力が弱くてもロングサーブは奥まで飛ばせる?
ロングサーブの飛距離は腕力だけで決まらず、芯でとらえることや脱力、体重移動によって大きく変わります。
筋力に自信がない人でも、スイング全体が連動すれば、腕だけで強く振るより効率よくシャトルを飛ばせます。
ただし、軽く当てるだけで奥まで飛ぶわけではなく、インパクト直前にはラケットヘッドの速度が必要です。
構えから力を入れ続けるのではなく、柔らかく振って最後に指で握ることで必要な速度を作ります。
初心者は飛距離が不足すると、自分には力がないと考えてスイングを強くしがちです。
まず芯、打点、ラケット面、体重移動の順に確認し、それでも不足する場合に振り幅や速度を調整してください。
ロングサーブが飛ばないときの注意点
一度に複数の部分を変えない
握り方、打点、足の位置、ラケット面を一度に変えると、何が飛距離へ影響したのか判断できません。

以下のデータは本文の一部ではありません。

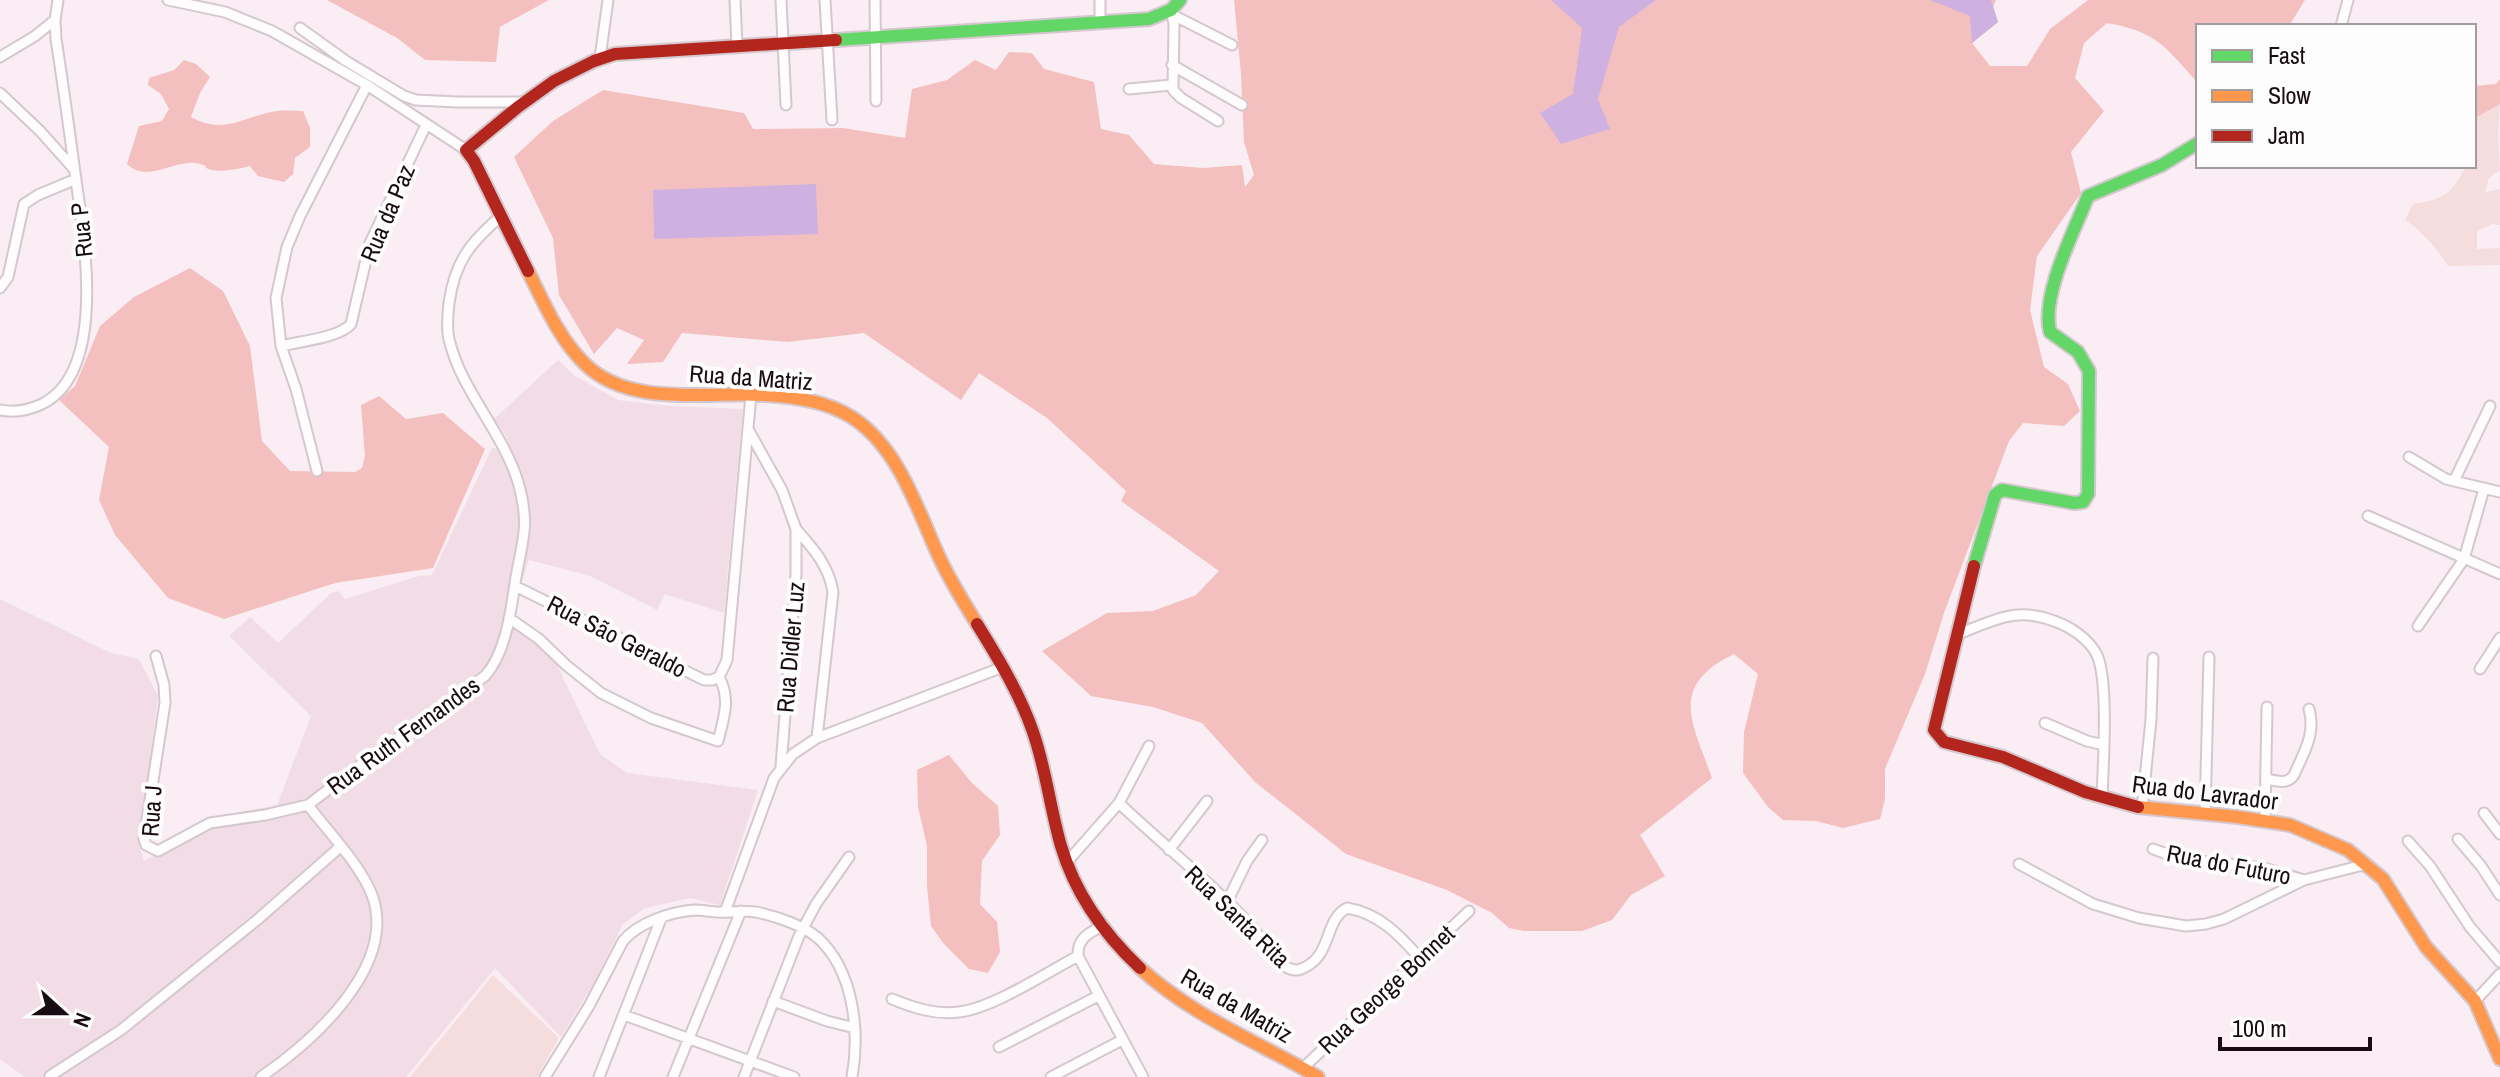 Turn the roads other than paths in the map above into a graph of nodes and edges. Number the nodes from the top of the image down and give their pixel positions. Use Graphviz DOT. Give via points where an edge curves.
graph roads {
  1 [pos="58,0"];
  2 [pos="168,0"];
  3 [pos="608,0"];
  4 [pos="735,0"];
  5 [pos="781,0"];
  6 [pos="825,0"];
  7 [pos="875,0"];
  8 [pos="1100,0"];
  9 [pos="2348,0"];
  10 [pos="1175,8"];
  11 [pos="55,20"];
  12 [pos="1100,23"];
  13 [pos="2342,24"];
  14 [pos="300,28"];
  15 [pos="876,38"];
  16 [pos="827,40"];
  17 [pos="783,43"];
  18 [pos="1232,45"];
  19 [pos="737,46"];
  20 [pos="0,57"];
  21 [pos="600,58"];
  22 [pos="1172,65"];
  23 [pos="367,85"];
  24 [pos="1171,85"];
  25 [pos="1129,89"];
  26 [pos="0,93"];
  27 [pos="876,101"];
  28 [pos="523,102"];
  29 [pos="786,105"];
  30 [pos="1242,105"];
  31 [pos="832,120"];
  32 [pos="1218,121"];
  33 [pos="426,125"];
  34 [pos="2196,144"];
  35 [pos="466,150"];
  36 [pos="75,174"];
  37 [pos="501,216"];
  38 [pos="0,288"];
  39 [pos="281,346"];
  40 [pos="751,395"];
  41 [pos="2490,406"];
  42 [pos="0,410"];
  43 [pos="749,431"];
  44 [pos="2409,457"];
  45 [pos="317,471"];
  46 [pos="2454,481"];
  47 [pos="2484,489"];
  48 [pos="2500,492"];
  49 [pos="2368,516"];
  50 [pos="796,529"];
  51 [pos="2464,559"];
  52 [pos="2500,574"];
  53 [pos="515,586"];
  54 [pos="509,618"];
  55 [pos="2418,626"];
  56 [pos="1958,634"];
  57 [pos="2500,638"];
  58 [pos="156,656"];
  59 [pos="2209,657"];
  60 [pos="2153,658"];
  61 [pos="1003,667"];
  62 [pos="2480,669"];
  63 [pos="719,677"];
  64 [pos="2267,707"];
  65 [pos="2309,709"];
  66 [pos="2045,723"];
  67 [pos="817,738"];
  68 [pos="2104,745"];
  69 [pos="1149,746"];
  70 [pos="781,766"];
  71 [pos="2266,779"];
  72 [pos="2102,798"];
  73 [pos="1207,801"];
  74 [pos="1119,803"];
  75 [pos="308,805"];
  76 [pos="2142,808"];
  77 [pos="2484,813"];
  78 [pos="2205,814"];
  79 [pos="2265,820"];
  80 [pos="2500,834"];
  81 [pos="2458,839"];
  82 [pos="1262,840"];
  83 [pos="2408,841"];
  84 [pos="340,847"];
  85 [pos="2153,849"];
  86 [pos="1169,850"];
  87 [pos="849,857"];
  88 [pos="1067,862"];
  89 [pos="2019,864"];
  90 [pos="2367,864"];
  91 [pos="2304,880"];
  92 [pos="2500,895"];
  93 [pos="1227,902"];
  94 [pos="741,911"];
  95 [pos="1469,911"];
  96 [pos="725,912"];
  97 [pos="661,919"];
  98 [pos="1104,925"];
  99 [pos="803,929"];
  100 [pos="1078,956"];
  101 [pos="1419,957"];
  102 [pos="2500,962"];
  103 [pos="2500,974"];
  104 [pos="1098,996"];
  105 [pos="892,999"];
  106 [pos="773,1001"];
  107 [pos="2475,1001"];
  108 [pos="624,1015"];
  109 [pos="855,1028"];
  110 [pos="688,1038"];
  111 [pos="1122,1040"];
  112 [pos="999,1047"];
  113 [pos="2500,1058"];
  114 [pos="750,1061"];
  115 [pos="1303,1068"];
  116 [pos="52,1077"];
  117 [pos="261,1077"];
  118 [pos="545,1077"];
  119 [pos="599,1077"];
  120 [pos="673,1077"];
  121 [pos="744,1077"];
  122 [pos="794,1077"];
  123 [pos="852,1077"];
  124 [pos="1051,1077"];
  125 [pos="1143,1077"];
  126 [pos="1318,1077"];
  1 -- 11 [label="street, Rua P"];
  2 -- 23 [label="street, Rua da Matriz" via="225,12 272,31"];
  3 -- 21 [label="street"];
  4 -- 19 [label="street"];
  5 -- 17 [label="street"];
  6 -- 16 [label="street"];
  7 -- 15 [label="street"];
  8 -- 12 [label="street"];
  9 -- 13 [label="street"];
  10 -- 12 [label="street" via="1149,19"];
  10 -- 18 [label="street"];
  10 -- 22 [label="street"];
  11 -- 20 [label="street"];
  11 -- 36 [label="street, Rua P"];
  12 -- 15 [label="street"];
  14 -- 28 [label="street" via="416,100"];
  15 -- 16 [label="street"];
  15 -- 27 [label="street"];
  16 -- 17 [label="street"];
  16 -- 31 [label="street"];
  17 -- 19 [label="street"];
  17 -- 29 [label="street"];
  19 -- 21 [label="street"];
  21 -- 28 [label="street"];
  22 -- 24 [label="street"];
  22 -- 30 [label="street"];
  23 -- 33 [label="street, Rua da Matriz"];
  23 -- 39 [label="street" via="287,247 276,298"];
  24 -- 25 [label="street"];
  24 -- 32 [label="street" via="1176,94"];
  26 -- 36 [label="street"];
  28 -- 35 [label="street"];
  33 -- 35 [label="street, Rua da Matriz"];
  33 -- 39 [label="street, Rua da Paz" via="370,243 351,324 337,334"];
  34 -- 56 [label="street" via="2162,165 2088,196 2047,314 2050,332 2080,354 2089,371 2088,494 2083,502 2074,503 1998,491"];
  35 -- 37 [label="street, Rua da Matriz"];
  36 -- 38 [label="street" via="24,204 8,277"];
  36 -- 42 [label="street, Rua P" via="87,298 77,359 71,375 48,400 24,410"];
  37 -- 40 [label="street, Rua da Matriz" via="557,325 593,372 625,388 648,392"];
  37 -- 53 [label="street, Rua Ruth Fernandes" via="461,259 451,289 448,335 517,479 526,520"];
  39 -- 45 [label="street"];
  40 -- 43 [label="street"];
  40 -- 61 [label="street, Rua da Matriz" via="813,401 869,431 899,468 946,571"];
  41 -- 46 [label="street"];
  43 -- 50 [label="street, Rua Didler Luz" via="782,490"];
  43 -- 63 [label="street" via="727,660"];
  44 -- 46 [label="street"];
  46 -- 47 [label="street"];
  47 -- 48 [label="street"];
  47 -- 51 [label="street"];
  49 -- 51 [label="street"];
  50 -- 67 [label="street, Rua Didler Luz" via="823,563 833,592"];
  50 -- 70 [label="street, Rua Didler Luz"];
  51 -- 52 [label="street"];
  51 -- 55 [label="street"];
  53 -- 54 [label="street, Rua Ruth Fernandes"];
  53 -- 63 [label="street, Rua São Geraldo" via="696,676"];
  54 -- 63 [label="street" via="601,693 651,718 718,741 727,699"];
  54 -- 75 [label="street, Rua Ruth Fernandes" via="485,676"];
  56 -- 68 [label="street" via="2025,615 2061,624 2083,637 2101,670"];
  56 -- 72 [label="street, Rua do Lavrador" via="1935,720 1938,737 2023,764"];
  57 -- 62 [label="street"];
  58 -- 75 [label="street, Rua J" via="165,703 146,845 158,851 210,823"];
  59 -- 78 [label="street"];
  60 -- 76 [label="street"];
  61 -- 67 [label="street"];
  61 -- 88 [label="street, Rua da Matriz" via="1033,732"];
  64 -- 71 [label="street"];
  65 -- 71 [label="street" via="2311,734 2294,775 2284,782"];
  66 -- 68 [label="street"];
  67 -- 70 [label="street"];
  68 -- 72 [label="street"];
  69 -- 74 [label="street"];
  70 -- 96 [label="street"];
  71 -- 79 [label="street"];
  72 -- 76 [label="street, Rua do Lavrador"];
  73 -- 86 [label="street"];
  74 -- 86 [label="street, Rua Santa Rita"];
  74 -- 88 [label="street"];
  75 -- 84 [label="street, Rua Ruth Fernandes"];
  76 -- 78 [label="street, Rua do Lavrador"];
  77 -- 80 [label="street"];
  78 -- 79 [label="street, Rua do Lavrador"];
  79 -- 90 [label="street, Rua do Lavrador" via="2333,841"];
  81 -- 92 [label="street"];
  82 -- 93 [label="street"];
  83 -- 102 [label="street"];
  84 -- 116 [label="street" via="121,1030"];
  84 -- 117 [label="street, Rua Ruth Fernandes" via="371,894 378,933 364,970 336,1012 293,1055"];
  85 -- 91 [label="street, Rua do Futuro" via="2181,859 2264,868"];
  86 -- 93 [label="street, Rua Santa Rita"];
  87 -- 99 [label="street"];
  88 -- 98 [label="street, Rua da Matriz" via="1082,896"];
  89 -- 91 [label="street" via="2093,904 2186,926 2224,919"];
  90 -- 91 [label="street"];
  90 -- 107 [label="street, Rua do Lavrador" via="2383,879 2426,947"];
  93 -- 101 [label="street, Rua Santa Rita" via="1282,964 1295,970 1316,961 1347,908 1389,926"];
  94 -- 96 [label="street"];
  94 -- 99 [label="street"];
  94 -- 110 [label="street"];
  95 -- 101 [label="street, Rua George Bonnet"];
  96 -- 97 [label="street" via="688,911"];
  97 -- 108 [label="street"];
  97 -- 118 [label="street" via="637,927 623,941"];
  98 -- 100 [label="street" via="1081,939"];
  98 -- 115 [label="street, Rua da Matriz" via="1174,998"];
  99 -- 106 [label="street"];
  99 -- 109 [label="street" via="834,959 848,991"];
  100 -- 104 [label="street"];
  100 -- 105 [label="street" via="970,1010 930,1012"];
  101 -- 115 [label="street, Rua George Bonnet"];
  103 -- 107 [label="street"];
  104 -- 111 [label="street"];
  104 -- 112 [label="street"];
  106 -- 109 [label="street"];
  106 -- 114 [label="street"];
  107 -- 113 [label="street, Rua do Lavrador"];
  108 -- 110 [label="street"];
  108 -- 119 [label="street"];
  109 -- 123 [label="street"];
  110 -- 114 [label="street"];
  110 -- 120 [label="street"];
  111 -- 124 [label="street"];
  111 -- 125 [label="street"];
  114 -- 121 [label="street"];
  114 -- 122 [label="street"];
  115 -- 126 [label="street, Rua da Matriz"];
}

最初はシャトルを離す位置など一つの項目だけを修正し、五球から十球打って結果を比べます。
改善が見られなければ元の状態へ戻し、次の項目を確認してください。
小さな修正を積み重ねるほうが、自分に合った打点やスイングを保ちながら原因を見つけられます。
飛距離だけを求めて低く打たない
シャトルを奥まで届かせるために前へ強く打つと、軌道が低くなり、相手に高い打点で攻撃されます。
ロングサーブの目的は距離を競うことではなく、相手を後方へ下げて打たせることです。
相手の頭上を越える高さを保ち、そのうえでサービスコートの奥へ落としてください。
高さを失って速く飛ぶようになった場合は、ロングサーブではなく攻撃されるロングサービスになっています。
肩や肘が痛むまで反復しない
強く振る練習を続けて肩や肘に痛みが出た場合は、無理に反復せず練習を中止してください。

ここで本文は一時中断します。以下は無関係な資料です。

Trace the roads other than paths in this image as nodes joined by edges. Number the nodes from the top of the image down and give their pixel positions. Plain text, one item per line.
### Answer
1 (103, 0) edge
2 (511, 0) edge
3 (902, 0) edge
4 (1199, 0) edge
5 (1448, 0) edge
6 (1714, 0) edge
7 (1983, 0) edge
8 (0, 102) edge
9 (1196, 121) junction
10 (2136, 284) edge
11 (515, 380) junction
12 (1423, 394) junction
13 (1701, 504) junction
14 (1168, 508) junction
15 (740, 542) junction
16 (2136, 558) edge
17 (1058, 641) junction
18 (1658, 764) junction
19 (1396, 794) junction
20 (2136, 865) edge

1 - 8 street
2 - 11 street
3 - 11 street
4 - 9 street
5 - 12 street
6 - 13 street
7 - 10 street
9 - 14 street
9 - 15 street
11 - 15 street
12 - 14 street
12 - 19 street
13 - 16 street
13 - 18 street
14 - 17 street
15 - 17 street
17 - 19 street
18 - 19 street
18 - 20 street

痛みを我慢してフォームを固めると、腕だけで振る動作や余分な力みまで身についてしまいます。
ロングサーブは全力で腕を振り続けるショットではありません。
少ない力で飛ばせる打点と連動を探し、球数を区切って休憩を入れながら練習しましょう。
まとめ
バドミントンのロングサーブが飛ばない場合は、力不足と決めつけず、シャトルの高さ、方向、勢いから原因を切り分けましょう。

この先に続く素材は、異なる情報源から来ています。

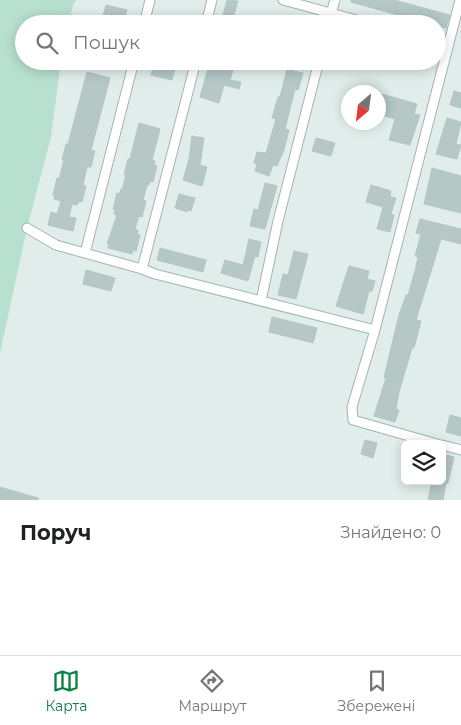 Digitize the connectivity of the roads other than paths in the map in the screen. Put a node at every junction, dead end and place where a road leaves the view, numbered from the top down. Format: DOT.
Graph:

高いが短い場合はラケット面と振る方向、低くて短い場合は打点とシャトルを離すタイミングを優先して確認します。
ラケットの芯へコルクを当て、後ろ足から前足へ重心を移しながら、前上方へ止めずに振り抜くことが基本です。
短い距離で当たり方を整えてから目標を段階的に奥へ移すと、力任せに振らず安定したロングサーブへ近づけます。